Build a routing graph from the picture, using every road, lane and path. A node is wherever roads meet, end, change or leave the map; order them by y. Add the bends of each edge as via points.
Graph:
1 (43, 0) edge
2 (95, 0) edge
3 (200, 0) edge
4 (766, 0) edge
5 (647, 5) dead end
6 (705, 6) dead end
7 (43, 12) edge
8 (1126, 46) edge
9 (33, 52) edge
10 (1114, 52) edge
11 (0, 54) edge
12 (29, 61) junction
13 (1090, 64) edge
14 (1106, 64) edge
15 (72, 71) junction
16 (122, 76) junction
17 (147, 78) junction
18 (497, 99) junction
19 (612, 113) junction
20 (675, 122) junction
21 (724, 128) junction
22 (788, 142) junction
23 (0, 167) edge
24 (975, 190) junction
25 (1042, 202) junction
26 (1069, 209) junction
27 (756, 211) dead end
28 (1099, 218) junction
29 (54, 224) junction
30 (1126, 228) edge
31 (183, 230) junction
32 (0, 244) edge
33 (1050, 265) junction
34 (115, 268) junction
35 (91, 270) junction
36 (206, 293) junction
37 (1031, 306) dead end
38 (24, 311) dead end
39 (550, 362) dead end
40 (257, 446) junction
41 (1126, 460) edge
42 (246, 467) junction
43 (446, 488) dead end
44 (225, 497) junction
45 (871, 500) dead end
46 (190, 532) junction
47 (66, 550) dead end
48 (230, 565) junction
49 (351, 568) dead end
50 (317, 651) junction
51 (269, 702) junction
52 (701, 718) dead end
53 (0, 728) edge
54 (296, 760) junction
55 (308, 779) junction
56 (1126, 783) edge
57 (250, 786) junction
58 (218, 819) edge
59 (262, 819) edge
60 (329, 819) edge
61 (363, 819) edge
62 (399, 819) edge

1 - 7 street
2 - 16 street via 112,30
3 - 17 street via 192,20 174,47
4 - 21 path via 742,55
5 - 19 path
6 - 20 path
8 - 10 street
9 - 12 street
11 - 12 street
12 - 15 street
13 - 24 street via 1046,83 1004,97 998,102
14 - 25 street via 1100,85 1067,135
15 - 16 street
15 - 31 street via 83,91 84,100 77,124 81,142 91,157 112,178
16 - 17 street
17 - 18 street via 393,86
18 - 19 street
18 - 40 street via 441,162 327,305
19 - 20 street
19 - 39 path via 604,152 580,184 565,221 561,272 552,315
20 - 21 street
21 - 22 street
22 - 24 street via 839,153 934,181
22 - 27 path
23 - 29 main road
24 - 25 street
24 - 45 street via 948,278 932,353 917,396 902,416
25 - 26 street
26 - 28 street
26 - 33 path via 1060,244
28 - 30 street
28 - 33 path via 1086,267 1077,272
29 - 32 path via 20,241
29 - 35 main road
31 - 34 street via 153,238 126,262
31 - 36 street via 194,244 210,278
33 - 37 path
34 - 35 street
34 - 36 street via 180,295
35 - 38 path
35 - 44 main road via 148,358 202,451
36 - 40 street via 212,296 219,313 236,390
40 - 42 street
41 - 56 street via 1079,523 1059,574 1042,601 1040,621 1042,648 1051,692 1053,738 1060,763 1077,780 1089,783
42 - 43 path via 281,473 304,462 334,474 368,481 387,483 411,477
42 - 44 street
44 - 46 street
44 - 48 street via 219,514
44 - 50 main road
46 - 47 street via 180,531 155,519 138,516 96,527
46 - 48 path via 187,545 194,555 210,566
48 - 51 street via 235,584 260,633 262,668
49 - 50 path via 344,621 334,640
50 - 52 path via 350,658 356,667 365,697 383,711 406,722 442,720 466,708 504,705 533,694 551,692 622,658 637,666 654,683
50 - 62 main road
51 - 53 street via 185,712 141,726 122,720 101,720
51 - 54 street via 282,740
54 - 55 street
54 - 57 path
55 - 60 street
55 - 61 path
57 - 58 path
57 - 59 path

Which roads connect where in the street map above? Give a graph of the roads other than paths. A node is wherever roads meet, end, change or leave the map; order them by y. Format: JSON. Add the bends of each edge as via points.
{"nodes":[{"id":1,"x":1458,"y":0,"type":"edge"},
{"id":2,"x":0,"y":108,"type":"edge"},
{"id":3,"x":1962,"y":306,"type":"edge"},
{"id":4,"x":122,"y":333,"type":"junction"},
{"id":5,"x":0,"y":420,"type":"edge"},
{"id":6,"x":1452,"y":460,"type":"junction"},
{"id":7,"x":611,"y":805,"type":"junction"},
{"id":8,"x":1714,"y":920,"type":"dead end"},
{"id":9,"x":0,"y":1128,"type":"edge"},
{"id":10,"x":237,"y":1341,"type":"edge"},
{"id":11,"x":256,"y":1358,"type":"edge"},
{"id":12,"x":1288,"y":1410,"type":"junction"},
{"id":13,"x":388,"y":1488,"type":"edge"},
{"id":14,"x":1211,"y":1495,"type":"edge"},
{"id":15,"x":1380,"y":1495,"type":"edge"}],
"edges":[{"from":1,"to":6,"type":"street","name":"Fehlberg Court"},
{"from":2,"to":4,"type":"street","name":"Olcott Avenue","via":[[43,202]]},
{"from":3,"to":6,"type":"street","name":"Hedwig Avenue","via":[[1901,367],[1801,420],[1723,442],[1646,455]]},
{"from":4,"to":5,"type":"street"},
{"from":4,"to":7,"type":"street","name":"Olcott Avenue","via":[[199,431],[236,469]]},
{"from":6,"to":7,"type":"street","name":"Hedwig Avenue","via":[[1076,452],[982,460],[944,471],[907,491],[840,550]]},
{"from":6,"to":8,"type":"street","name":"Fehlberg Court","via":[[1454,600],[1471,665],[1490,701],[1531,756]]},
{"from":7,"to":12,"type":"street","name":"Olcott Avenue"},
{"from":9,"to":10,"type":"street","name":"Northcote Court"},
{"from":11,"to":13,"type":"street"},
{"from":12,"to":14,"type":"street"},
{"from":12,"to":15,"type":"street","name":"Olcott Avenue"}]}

Task details:
From the data, list each line in which the string "Avenue" appears.

Exercise solution:
{"from":2,"to":4,"type":"street","name":"Olcott Avenue","via":[[43,202]]},
{"from":3,"to":6,"type":"street","name":"Hedwig Avenue","via":[[1901,367],[1801,420],[1723,442],[1646,455]]},
{"from":4,"to":7,"type":"street","name":"Olcott Avenue","via":[[199,431],[236,469]]},
{"from":6,"to":7,"type":"street","name":"Hedwig Avenue","via":[[1076,452],[982,460],[944,471],[907,491],[840,550]]},
{"from":7,"to":12,"type":"street","name":"Olcott Avenue"},
{"from":12,"to":15,"type":"street","name":"Olcott Avenue"}]}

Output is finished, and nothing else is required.